## EXERCISE
Output every line from the beginning of the records through the line that contains "Road topology of", exactly as it appears.

## ENTRIES SUPPLIED
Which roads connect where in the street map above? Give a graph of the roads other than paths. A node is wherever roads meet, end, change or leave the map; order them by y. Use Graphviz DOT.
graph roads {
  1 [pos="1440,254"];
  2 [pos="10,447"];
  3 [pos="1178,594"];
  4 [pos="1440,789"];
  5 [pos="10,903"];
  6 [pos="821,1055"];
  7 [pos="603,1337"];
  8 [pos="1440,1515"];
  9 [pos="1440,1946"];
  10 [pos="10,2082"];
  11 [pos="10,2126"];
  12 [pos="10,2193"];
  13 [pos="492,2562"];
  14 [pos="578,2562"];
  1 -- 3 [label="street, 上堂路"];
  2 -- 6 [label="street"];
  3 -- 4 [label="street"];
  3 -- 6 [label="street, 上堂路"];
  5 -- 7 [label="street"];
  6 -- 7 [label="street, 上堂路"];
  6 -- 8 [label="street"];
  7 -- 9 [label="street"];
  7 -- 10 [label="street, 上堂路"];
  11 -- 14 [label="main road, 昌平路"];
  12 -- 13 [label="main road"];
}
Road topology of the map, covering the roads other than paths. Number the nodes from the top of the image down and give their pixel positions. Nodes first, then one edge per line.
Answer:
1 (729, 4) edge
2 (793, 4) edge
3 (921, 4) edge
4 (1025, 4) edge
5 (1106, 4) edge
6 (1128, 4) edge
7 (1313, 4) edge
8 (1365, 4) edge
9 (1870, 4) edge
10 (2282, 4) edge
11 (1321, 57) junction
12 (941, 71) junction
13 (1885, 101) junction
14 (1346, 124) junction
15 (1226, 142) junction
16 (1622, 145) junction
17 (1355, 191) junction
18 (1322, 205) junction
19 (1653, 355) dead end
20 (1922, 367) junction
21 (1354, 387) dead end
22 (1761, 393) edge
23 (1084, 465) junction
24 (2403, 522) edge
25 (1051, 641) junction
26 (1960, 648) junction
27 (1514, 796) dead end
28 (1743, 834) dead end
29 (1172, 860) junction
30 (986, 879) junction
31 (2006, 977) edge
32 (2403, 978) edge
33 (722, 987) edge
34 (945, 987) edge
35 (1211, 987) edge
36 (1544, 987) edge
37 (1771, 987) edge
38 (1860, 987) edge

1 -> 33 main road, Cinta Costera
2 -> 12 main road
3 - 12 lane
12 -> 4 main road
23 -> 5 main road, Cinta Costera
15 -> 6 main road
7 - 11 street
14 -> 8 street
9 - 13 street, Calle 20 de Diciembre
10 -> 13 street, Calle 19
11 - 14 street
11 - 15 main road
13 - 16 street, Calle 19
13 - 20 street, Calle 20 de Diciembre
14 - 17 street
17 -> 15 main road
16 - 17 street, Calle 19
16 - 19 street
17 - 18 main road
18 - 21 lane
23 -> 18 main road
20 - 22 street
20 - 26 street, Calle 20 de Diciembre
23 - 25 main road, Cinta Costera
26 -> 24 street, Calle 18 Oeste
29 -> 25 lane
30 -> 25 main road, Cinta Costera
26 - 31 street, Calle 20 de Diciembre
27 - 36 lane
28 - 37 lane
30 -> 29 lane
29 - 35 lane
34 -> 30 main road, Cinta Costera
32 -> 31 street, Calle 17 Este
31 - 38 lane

## RESULT
Which roads connect where in the street map above? Give a graph of the roads other than paths. A node is wherever roads meet, end, change or leave the map; order them by y. Use Graphviz DOT.
graph roads {
  1 [pos="1440,254"];
  2 [pos="10,447"];
  3 [pos="1178,594"];
  4 [pos="1440,789"];
  5 [pos="10,903"];
  6 [pos="821,1055"];
  7 [pos="603,1337"];
  8 [pos="1440,1515"];
  9 [pos="1440,1946"];
  10 [pos="10,2082"];
  11 [pos="10,2126"];
  12 [pos="10,2193"];
  13 [pos="492,2562"];
  14 [pos="578,2562"];
  1 -- 3 [label="street, 上堂路"];
  2 -- 6 [label="street"];
  3 -- 4 [label="street"];
  3 -- 6 [label="street, 上堂路"];
  5 -- 7 [label="street"];
  6 -- 7 [label="street, 上堂路"];
  6 -- 8 [label="street"];
  7 -- 9 [label="street"];
  7 -- 10 [label="street, 上堂路"];
  11 -- 14 [label="main road, 昌平路"];
  12 -- 13 [label="main road"];
}
Road topology of the map, covering the roads other than paths. Number the nodes from the top of the image down and give their pixel positions. Nodes first, then one edge per line.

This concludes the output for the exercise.